Partimos para mais uma semana de conflito bélico na Ucrânia, mas aparentemente só alguns percebem o valor da resistência ucraniana.

Diria que é consensual afirmar que os portugueses ficaram chocados com a posição firme do PCP relativamente ao conflito na Ucrânia. Desde a queixa quanto ao recente discurso do Presidente Zelenski na Assembleia da República, por considerar um “insulto” à Revolução dos Cravos, até à exposição da crença de que só é a favor da paz quem se recusa a lutar pelo seu país.

Segundo Jerónimo de Sousa “a posição do PCP acabará por ser compreendida” e, por mais absurdo que possa parecer, indiretamente e de forma despercebida, existe uma possibilidade de tal vir a concretizar-se devido ao crescente esforço em aprimorar a influência de organizações e ideais internacionais desde há várias décadas até aos dias de hoje.

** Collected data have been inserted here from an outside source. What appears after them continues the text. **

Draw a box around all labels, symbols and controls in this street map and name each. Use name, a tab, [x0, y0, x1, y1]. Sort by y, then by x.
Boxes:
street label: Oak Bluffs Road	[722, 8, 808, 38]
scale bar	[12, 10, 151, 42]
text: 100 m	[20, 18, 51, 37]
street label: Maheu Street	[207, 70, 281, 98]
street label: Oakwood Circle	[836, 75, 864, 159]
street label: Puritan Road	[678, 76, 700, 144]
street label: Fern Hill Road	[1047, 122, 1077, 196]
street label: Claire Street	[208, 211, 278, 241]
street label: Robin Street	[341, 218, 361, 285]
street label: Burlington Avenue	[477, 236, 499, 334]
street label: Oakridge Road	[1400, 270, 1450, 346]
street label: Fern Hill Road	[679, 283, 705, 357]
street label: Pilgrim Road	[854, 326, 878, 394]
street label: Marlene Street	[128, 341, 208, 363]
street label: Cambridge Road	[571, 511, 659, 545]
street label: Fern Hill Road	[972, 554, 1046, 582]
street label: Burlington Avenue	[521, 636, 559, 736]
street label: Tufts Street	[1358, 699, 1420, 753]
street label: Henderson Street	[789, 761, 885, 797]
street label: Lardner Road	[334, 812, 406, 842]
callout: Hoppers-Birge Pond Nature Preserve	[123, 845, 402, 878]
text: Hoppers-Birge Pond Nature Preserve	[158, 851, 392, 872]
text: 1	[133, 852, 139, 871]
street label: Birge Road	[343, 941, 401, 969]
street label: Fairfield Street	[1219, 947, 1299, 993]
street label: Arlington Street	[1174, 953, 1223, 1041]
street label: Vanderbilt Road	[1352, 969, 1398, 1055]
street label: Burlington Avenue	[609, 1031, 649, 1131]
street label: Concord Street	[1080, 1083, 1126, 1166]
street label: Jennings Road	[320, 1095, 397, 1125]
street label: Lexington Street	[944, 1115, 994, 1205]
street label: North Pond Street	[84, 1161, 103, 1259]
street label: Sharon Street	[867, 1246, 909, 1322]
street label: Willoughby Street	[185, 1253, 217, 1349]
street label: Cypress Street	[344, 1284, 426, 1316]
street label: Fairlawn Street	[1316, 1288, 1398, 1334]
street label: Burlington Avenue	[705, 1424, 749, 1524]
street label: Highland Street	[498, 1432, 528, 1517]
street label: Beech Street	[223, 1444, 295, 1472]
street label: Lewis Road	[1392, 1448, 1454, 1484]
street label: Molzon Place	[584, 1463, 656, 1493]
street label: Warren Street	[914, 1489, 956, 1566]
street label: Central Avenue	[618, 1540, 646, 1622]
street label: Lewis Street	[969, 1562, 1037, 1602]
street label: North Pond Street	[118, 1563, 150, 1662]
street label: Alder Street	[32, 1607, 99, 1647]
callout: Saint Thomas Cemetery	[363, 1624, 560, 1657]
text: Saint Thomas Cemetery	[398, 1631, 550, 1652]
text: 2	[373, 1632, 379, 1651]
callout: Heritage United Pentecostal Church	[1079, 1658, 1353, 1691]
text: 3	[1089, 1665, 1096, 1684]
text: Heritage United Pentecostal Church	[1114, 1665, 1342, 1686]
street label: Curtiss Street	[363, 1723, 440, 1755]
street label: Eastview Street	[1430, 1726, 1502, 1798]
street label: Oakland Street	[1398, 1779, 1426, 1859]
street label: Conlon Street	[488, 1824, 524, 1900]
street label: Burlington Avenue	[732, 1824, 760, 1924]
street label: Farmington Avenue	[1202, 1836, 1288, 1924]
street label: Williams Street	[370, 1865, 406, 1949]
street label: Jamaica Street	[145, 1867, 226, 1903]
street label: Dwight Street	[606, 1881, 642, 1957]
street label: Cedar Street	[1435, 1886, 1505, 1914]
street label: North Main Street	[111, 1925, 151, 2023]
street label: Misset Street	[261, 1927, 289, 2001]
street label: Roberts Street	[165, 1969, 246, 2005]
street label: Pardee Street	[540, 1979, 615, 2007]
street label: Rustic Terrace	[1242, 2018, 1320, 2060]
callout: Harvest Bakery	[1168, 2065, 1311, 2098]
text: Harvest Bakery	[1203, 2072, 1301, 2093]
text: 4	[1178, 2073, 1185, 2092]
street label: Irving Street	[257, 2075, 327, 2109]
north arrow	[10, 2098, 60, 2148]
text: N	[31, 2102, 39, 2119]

Quem (ainda) não leu Marx e se baseia apenas em alguns chavões anticomunistas terá, à partida, menos “visão de jogo” para interpretar a força que puxa o PCP para a sua polémica opinião.

Quem se situa à direita do PCP pode fazer as costumeiras piadas sobre a inexistente URSS e que de comunista Putin nada tem nada, sendo assim um desperdício eleitoral para o PCP. Mas quem o faz cai numa jogada de xadrez político subtil.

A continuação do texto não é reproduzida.